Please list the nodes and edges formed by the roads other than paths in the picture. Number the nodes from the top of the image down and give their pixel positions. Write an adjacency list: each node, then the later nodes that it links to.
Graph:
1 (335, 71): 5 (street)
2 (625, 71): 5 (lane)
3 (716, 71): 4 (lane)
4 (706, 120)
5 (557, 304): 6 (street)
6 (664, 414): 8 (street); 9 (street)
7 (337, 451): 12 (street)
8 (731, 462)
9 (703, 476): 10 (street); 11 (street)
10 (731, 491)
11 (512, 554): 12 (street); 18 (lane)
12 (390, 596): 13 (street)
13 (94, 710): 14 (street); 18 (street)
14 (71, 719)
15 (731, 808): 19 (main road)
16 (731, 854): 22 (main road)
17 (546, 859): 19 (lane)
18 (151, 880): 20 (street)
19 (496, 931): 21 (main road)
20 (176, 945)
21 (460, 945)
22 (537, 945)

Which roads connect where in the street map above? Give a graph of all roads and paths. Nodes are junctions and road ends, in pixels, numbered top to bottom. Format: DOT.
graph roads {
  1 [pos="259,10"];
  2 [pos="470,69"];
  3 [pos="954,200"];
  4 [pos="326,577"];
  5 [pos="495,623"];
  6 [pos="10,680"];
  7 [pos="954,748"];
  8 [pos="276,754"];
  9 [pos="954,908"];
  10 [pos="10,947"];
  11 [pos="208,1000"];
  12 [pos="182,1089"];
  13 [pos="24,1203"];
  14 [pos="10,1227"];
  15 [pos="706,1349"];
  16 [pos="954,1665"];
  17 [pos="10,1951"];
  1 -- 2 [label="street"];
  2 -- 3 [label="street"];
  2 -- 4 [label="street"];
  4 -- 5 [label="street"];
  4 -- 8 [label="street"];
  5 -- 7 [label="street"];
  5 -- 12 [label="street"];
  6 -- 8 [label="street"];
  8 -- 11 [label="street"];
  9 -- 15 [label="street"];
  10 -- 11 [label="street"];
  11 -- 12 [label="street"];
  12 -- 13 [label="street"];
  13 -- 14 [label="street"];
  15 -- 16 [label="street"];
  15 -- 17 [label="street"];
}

■ ■ ■ ■ ■

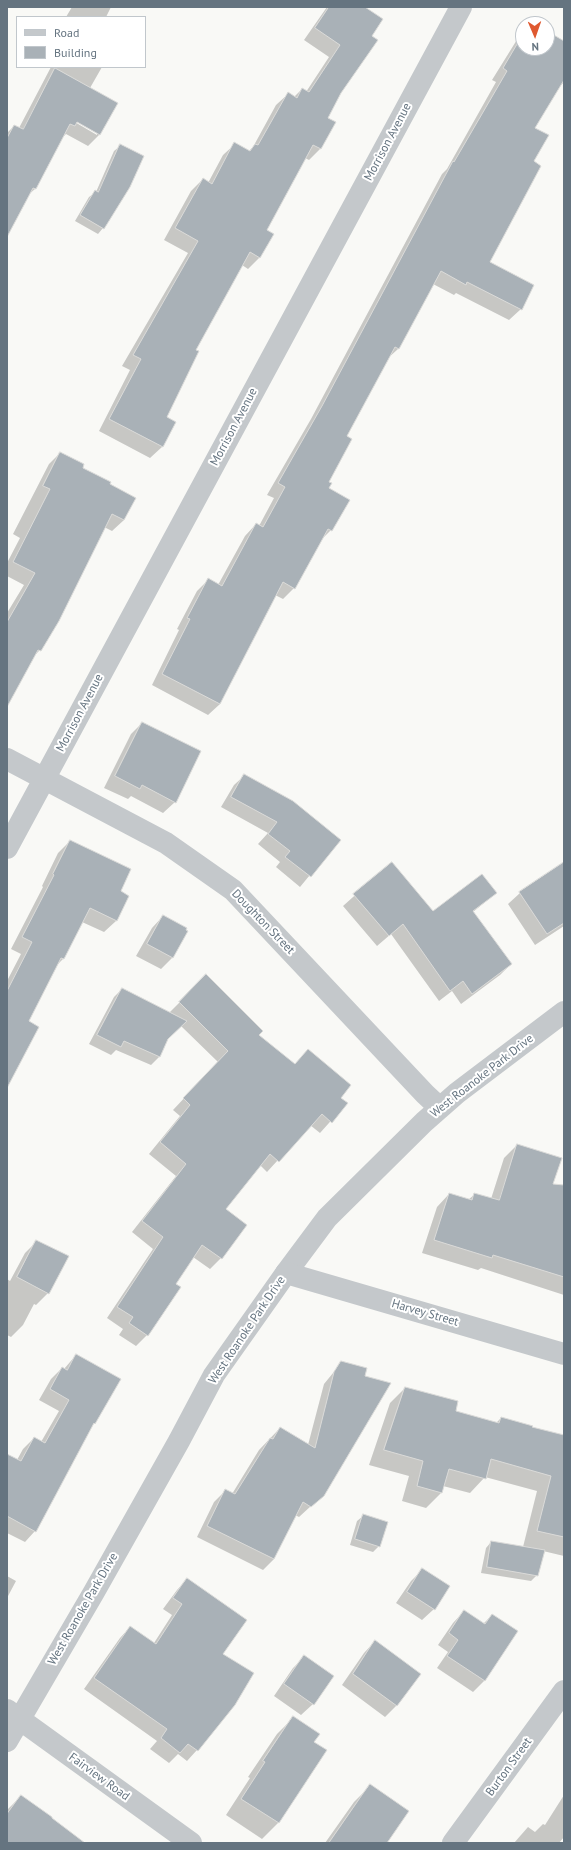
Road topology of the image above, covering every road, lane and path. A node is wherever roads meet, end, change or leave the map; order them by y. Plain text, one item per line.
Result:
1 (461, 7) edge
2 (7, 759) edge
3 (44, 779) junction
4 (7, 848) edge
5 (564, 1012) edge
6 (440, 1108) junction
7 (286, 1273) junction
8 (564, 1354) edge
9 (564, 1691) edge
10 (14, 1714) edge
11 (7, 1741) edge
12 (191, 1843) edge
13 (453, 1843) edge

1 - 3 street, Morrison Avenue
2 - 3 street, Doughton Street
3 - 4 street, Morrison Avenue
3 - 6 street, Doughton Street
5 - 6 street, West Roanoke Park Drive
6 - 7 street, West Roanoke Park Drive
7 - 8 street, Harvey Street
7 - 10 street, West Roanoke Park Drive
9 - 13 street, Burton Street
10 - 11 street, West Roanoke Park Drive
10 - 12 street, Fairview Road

■ ■ ■ ■ ■

Aim of the exercise. How many lines in the records hold the string "image"? Answer with only that number.

Response area. 2